Scan the entries for lines with the word "style" and copy those lines.

___ Task data

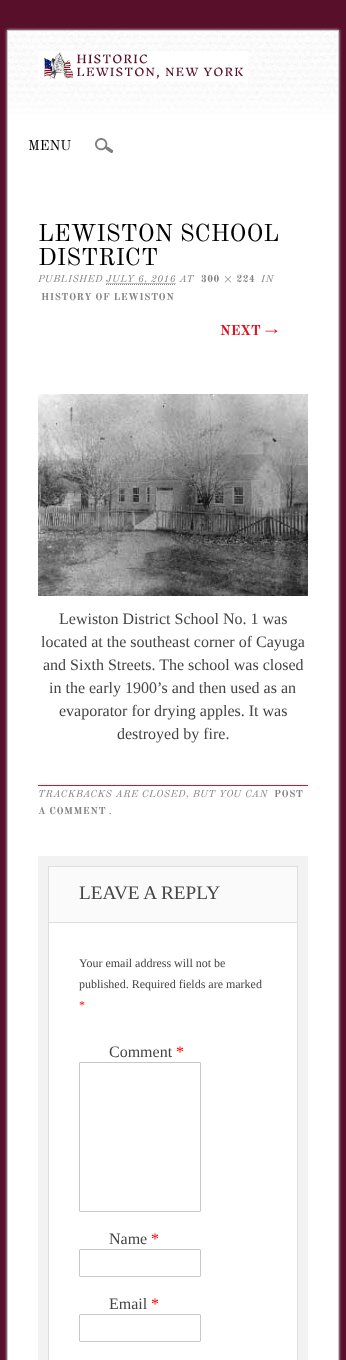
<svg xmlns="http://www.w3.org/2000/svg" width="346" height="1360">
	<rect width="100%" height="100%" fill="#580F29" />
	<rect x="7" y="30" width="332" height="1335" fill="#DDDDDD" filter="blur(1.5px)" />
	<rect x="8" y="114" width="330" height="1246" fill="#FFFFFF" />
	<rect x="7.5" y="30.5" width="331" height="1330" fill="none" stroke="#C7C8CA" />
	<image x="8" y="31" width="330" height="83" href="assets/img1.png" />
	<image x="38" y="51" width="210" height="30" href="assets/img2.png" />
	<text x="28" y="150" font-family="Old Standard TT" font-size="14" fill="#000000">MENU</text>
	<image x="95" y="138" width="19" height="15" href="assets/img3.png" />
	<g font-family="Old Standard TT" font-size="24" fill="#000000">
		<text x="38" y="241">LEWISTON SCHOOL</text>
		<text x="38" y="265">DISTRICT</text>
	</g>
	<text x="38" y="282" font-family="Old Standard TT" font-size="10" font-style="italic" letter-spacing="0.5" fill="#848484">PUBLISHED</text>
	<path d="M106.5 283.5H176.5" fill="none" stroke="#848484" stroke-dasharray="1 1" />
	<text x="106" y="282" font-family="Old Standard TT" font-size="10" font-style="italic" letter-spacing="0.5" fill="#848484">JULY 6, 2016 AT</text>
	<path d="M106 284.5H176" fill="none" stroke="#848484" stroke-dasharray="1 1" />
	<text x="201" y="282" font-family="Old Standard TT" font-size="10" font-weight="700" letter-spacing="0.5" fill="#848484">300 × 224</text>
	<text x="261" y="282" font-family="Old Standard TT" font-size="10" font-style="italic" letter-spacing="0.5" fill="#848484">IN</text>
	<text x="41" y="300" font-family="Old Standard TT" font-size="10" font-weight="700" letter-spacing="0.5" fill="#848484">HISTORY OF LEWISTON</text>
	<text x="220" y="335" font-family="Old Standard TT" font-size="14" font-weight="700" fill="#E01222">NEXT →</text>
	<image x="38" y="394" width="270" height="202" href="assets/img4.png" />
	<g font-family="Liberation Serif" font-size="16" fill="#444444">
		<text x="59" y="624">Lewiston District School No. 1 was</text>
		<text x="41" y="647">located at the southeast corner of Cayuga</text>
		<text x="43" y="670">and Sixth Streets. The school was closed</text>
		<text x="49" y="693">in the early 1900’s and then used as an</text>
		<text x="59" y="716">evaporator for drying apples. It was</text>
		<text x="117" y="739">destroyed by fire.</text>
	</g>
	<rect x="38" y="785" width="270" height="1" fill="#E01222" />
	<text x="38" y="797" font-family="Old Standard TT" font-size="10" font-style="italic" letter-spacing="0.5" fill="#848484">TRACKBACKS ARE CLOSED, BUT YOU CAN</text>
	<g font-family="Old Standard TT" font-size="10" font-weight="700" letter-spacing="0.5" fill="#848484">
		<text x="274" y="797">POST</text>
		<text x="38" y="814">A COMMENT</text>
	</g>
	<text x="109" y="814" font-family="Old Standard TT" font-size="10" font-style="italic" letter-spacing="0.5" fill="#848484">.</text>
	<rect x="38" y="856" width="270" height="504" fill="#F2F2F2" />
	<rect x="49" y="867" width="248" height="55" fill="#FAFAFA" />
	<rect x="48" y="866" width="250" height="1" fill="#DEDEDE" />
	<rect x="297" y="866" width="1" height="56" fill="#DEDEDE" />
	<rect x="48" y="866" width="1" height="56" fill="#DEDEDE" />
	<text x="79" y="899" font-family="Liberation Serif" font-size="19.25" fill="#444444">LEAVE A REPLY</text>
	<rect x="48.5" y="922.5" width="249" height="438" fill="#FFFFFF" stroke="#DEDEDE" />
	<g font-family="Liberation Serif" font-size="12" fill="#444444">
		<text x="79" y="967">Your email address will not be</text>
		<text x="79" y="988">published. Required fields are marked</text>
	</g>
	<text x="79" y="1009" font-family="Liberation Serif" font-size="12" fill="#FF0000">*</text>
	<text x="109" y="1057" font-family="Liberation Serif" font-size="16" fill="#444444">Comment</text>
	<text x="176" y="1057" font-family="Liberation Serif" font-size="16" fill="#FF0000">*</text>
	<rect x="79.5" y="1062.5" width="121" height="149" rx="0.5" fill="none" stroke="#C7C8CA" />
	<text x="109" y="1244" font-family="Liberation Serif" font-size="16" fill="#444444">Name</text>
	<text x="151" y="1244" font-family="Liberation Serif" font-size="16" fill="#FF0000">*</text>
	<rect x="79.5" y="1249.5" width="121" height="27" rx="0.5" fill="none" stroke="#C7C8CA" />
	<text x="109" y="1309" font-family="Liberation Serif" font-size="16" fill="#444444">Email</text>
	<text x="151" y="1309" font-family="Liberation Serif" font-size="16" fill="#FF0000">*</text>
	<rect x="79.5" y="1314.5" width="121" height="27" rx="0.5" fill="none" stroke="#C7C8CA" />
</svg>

______

* Answer for the task:
	<text x="38" y="282" font-family="Old Standard TT" font-size="10" font-style="italic" letter-spacing="0.5" fill="#848484">PUBLISHED</text>
	<text x="106" y="282" font-family="Old Standard TT" font-size="10" font-style="italic" letter-spacing="0.5" fill="#848484">JULY 6, 2016 AT</text>
	<text x="261" y="282" font-family="Old Standard TT" font-size="10" font-style="italic" letter-spacing="0.5" fill="#848484">IN</text>
	<text x="38" y="797" font-family="Old Standard TT" font-size="10" font-style="italic" letter-spacing="0.5" fill="#848484">TRACKBACKS ARE CLOSED, BUT YOU CAN</text>
	<text x="109" y="814" font-family="Old Standard TT" font-size="10" font-style="italic" letter-spacing="0.5" fill="#848484">.</text>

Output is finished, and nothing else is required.